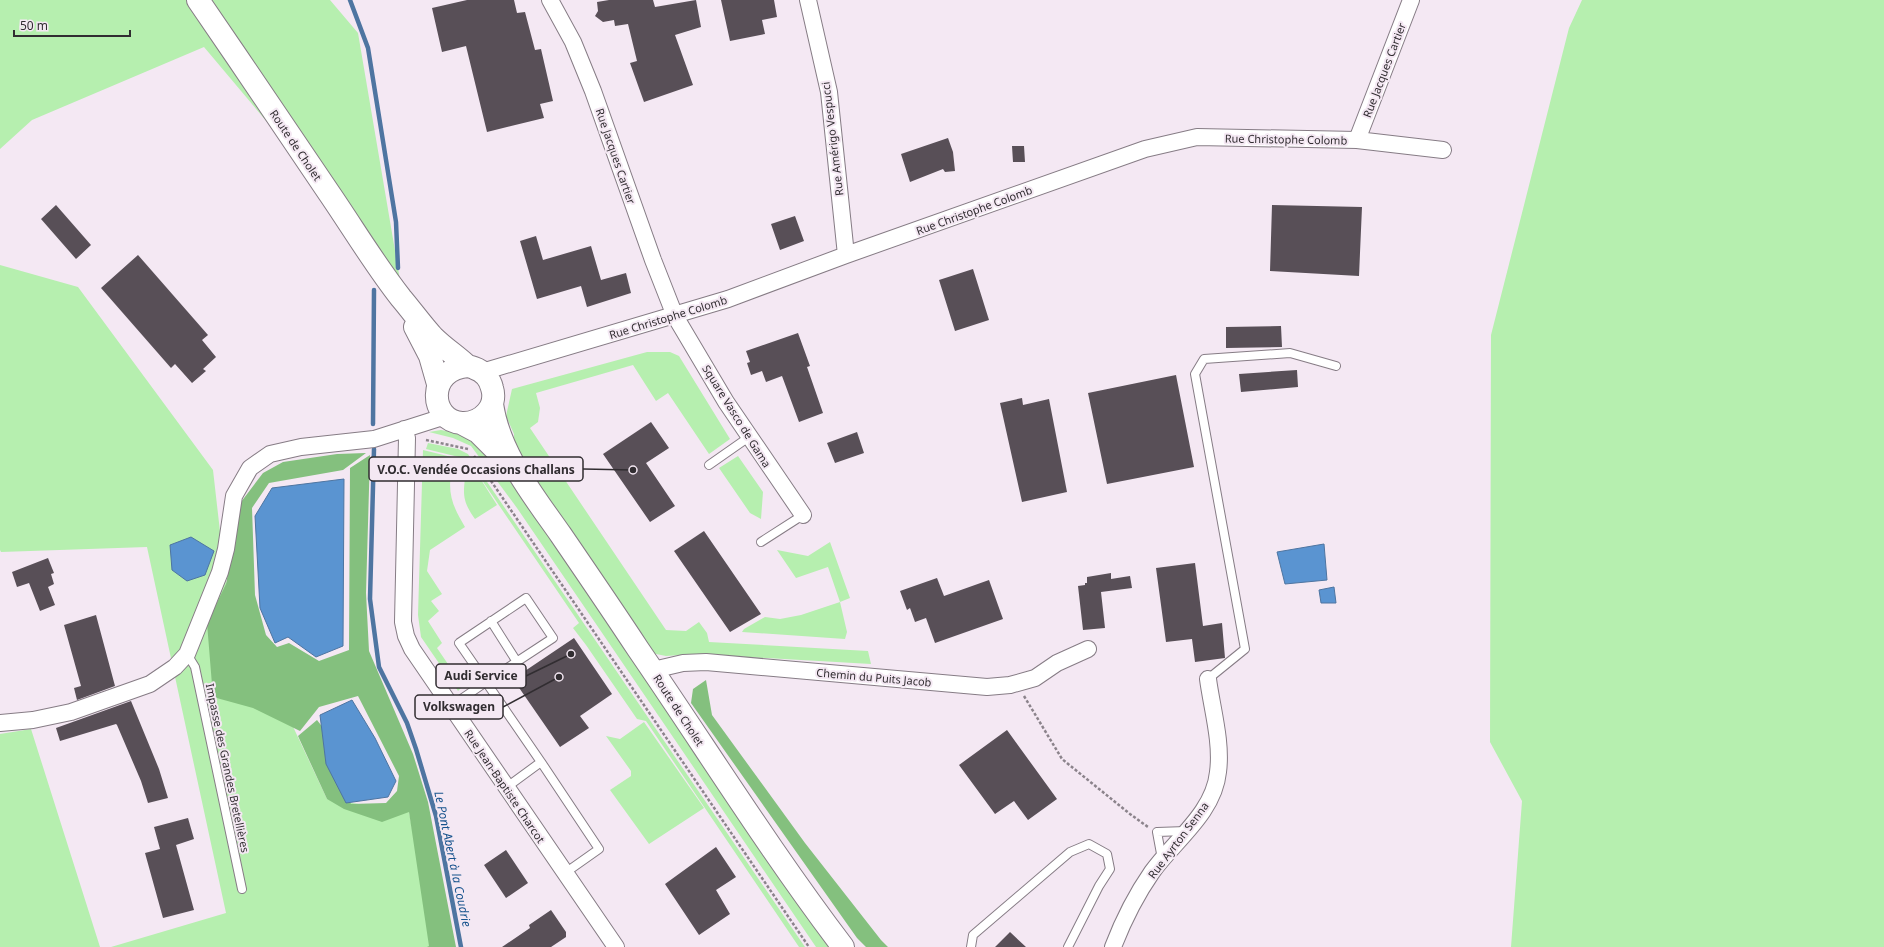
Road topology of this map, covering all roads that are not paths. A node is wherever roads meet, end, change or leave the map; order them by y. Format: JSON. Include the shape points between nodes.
{"nodes":[{"id":1,"x":198,"y":0,"type":"edge"},
{"id":2,"x":550,"y":0,"type":"edge"},
{"id":3,"x":808,"y":0,"type":"edge"},
{"id":4,"x":1411,"y":0,"type":"edge"},
{"id":5,"x":1357,"y":140,"type":"junction"},
{"id":6,"x":1444,"y":150,"type":"dead end"},
{"id":7,"x":846,"y":255,"type":"junction"},
{"id":8,"x":395,"y":289,"type":"junction"},
{"id":9,"x":675,"y":316,"type":"junction"},
{"id":10,"x":1336,"y":366,"type":"dead end"},
{"id":11,"x":483,"y":383,"type":"junction"},
{"id":12,"x":446,"y":407,"type":"junction"},
{"id":13,"x":407,"y":428,"type":"junction"},
{"id":14,"x":749,"y":437,"type":"junction"},
{"id":15,"x":709,"y":465,"type":"dead end"},
{"id":16,"x":518,"y":472,"type":"junction"},
{"id":17,"x":803,"y":515,"type":"joint"},
{"id":18,"x":761,"y":542,"type":"dead end"},
{"id":19,"x":491,"y":621,"type":"junction"},
{"id":20,"x":1088,"y":649,"type":"dead end"},
{"id":21,"x":187,"y":654,"type":"junction"},
{"id":22,"x":517,"y":662,"type":"junction"},
{"id":23,"x":653,"y":670,"type":"junction"},
{"id":24,"x":1208,"y":679,"type":"joint"},
{"id":25,"x":486,"y":682,"type":"junction"},
{"id":26,"x":451,"y":706,"type":"junction"},
{"id":27,"x":0,"y":723,"type":"edge"},
{"id":28,"x":541,"y":762,"type":"junction"},
{"id":29,"x":507,"y":787,"type":"junction"},
{"id":30,"x":1187,"y":831,"type":"junction"},
{"id":31,"x":1162,"y":860,"type":"junction"},
{"id":32,"x":565,"y":873,"type":"junction"},
{"id":33,"x":242,"y":889,"type":"dead end"},
{"id":34,"x":616,"y":947,"type":"edge"},
{"id":35,"x":843,"y":947,"type":"edge"},
{"id":36,"x":971,"y":947,"type":"edge"},
{"id":37,"x":1068,"y":947,"type":"edge"},
{"id":38,"x":1113,"y":947,"type":"edge"}],
"edges":[{"from":1,"to":8,"type":"main road","name":"Route de Cholet"},
{"from":2,"to":9,"type":"street","name":"Rue Jacques Cartier","via":[[573,42],[593,91]]},
{"from":3,"to":7,"type":"street","name":"Rue Amérigo Vespucci","via":[[829,92]]},
{"from":4,"to":5,"type":"street","name":"Rue Jacques Cartier"},
{"from":5,"to":6,"type":"street","name":"Rue Christophe Colomb"},
{"from":5,"to":7,"type":"street","name":"Rue Christophe Colomb","via":[[1197,137],[1145,149]]},
{"from":7,"to":9,"type":"street","name":"Rue Christophe Colomb"},
{"from":8,"to":11,"type":"main road","name":"Route de Cholet","via":[[434,338]]},
{"from":8,"to":12,"type":"main road","name":"Route de Cholet","via":[[430,356]]},
{"from":9,"to":11,"type":"street","name":"Rue Christophe Colomb","via":[[516,362]]},
{"from":9,"to":14,"type":"street","name":"Square Vasco de Gama"},
{"from":10,"to":24,"type":"lane","via":[[1290,353],[1204,359],[1195,374],[1245,648]]},
{"from":11,"to":12,"type":"main road","via":[[450,370],[443,376]]},
{"from":11,"to":12,"type":"main road","via":[[487,413],[481,418],[472,422]]},
{"from":11,"to":16,"type":"main road","name":"Route de Cholet","via":[[494,422]]},
{"from":12,"to":13,"type":"street"},
{"from":12,"to":16,"type":"main road","name":"Route de Cholet","via":[[478,432]]},
{"from":13,"to":21,"type":"street","via":[[374,439],[301,447],[270,454],[250,468],[234,496],[220,572]]},
{"from":13,"to":26,"type":"street","name":"Rue Jean-Baptiste Charcot","via":[[404,622],[406,636]]},
{"from":14,"to":15,"type":"lane"},
{"from":14,"to":17,"type":"street","name":"Square Vasco de Gama"},
{"from":16,"to":23,"type":"main road","name":"Route de Cholet"},
{"from":17,"to":18,"type":"lane"},
{"from":19,"to":22,"type":"lane"},
{"from":19,"to":22,"type":"lane","via":[[526,598],[552,638]]},
{"from":19,"to":25,"type":"lane","via":[[458,643]]},
{"from":20,"to":23,"type":"street","name":"Chemin du Puits Jacob","via":[[1057,663],[1035,678],[1016,684],[987,687],[706,662],[683,662]]},
{"from":21,"to":27,"type":"street","via":[[175,667],[150,684],[71,712],[33,720]]},
{"from":21,"to":33,"type":"lane","name":"Impasse des Grandes Bretellières","via":[[195,667]]},
{"from":22,"to":25,"type":"lane"},
{"from":23,"to":35,"type":"main road","name":"Route de Cholet"},
{"from":24,"to":30,"type":"street","name":"Rue Ayrton Senna","via":[[1218,748],[1218,773],[1206,804]]},
{"from":25,"to":26,"type":"lane"},
{"from":25,"to":28,"type":"lane"},
{"from":26,"to":29,"type":"street","name":"Rue Jean-Baptiste Charcot"},
{"from":28,"to":29,"type":"lane"},
{"from":28,"to":32,"type":"lane","via":[[600,849]]},
{"from":29,"to":32,"type":"street","name":"Rue Jean-Baptiste Charcot"},
{"from":30,"to":31,"type":"street","name":"Rue Ayrton Senna"},
{"from":30,"to":31,"type":"lane","via":[[1157,832]]},
{"from":31,"to":38,"type":"street","name":"Rue Ayrton Senna","via":[[1125,917]]},
{"from":32,"to":34,"type":"street","name":"Rue Jean-Baptiste Charcot"},
{"from":36,"to":37,"type":"lane","via":[[973,935],[1070,852],[1089,844],[1107,854],[1110,869]]}]}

★ ★ ★ ★ ★ ★ ★

Your goal - Check every line above for the string "Gama", and copy the ones that have it.

Solution to this problem -
{"from":9,"to":14,"type":"street","name":"Square Vasco de Gama"},
{"from":14,"to":17,"type":"street","name":"Square Vasco de Gama"},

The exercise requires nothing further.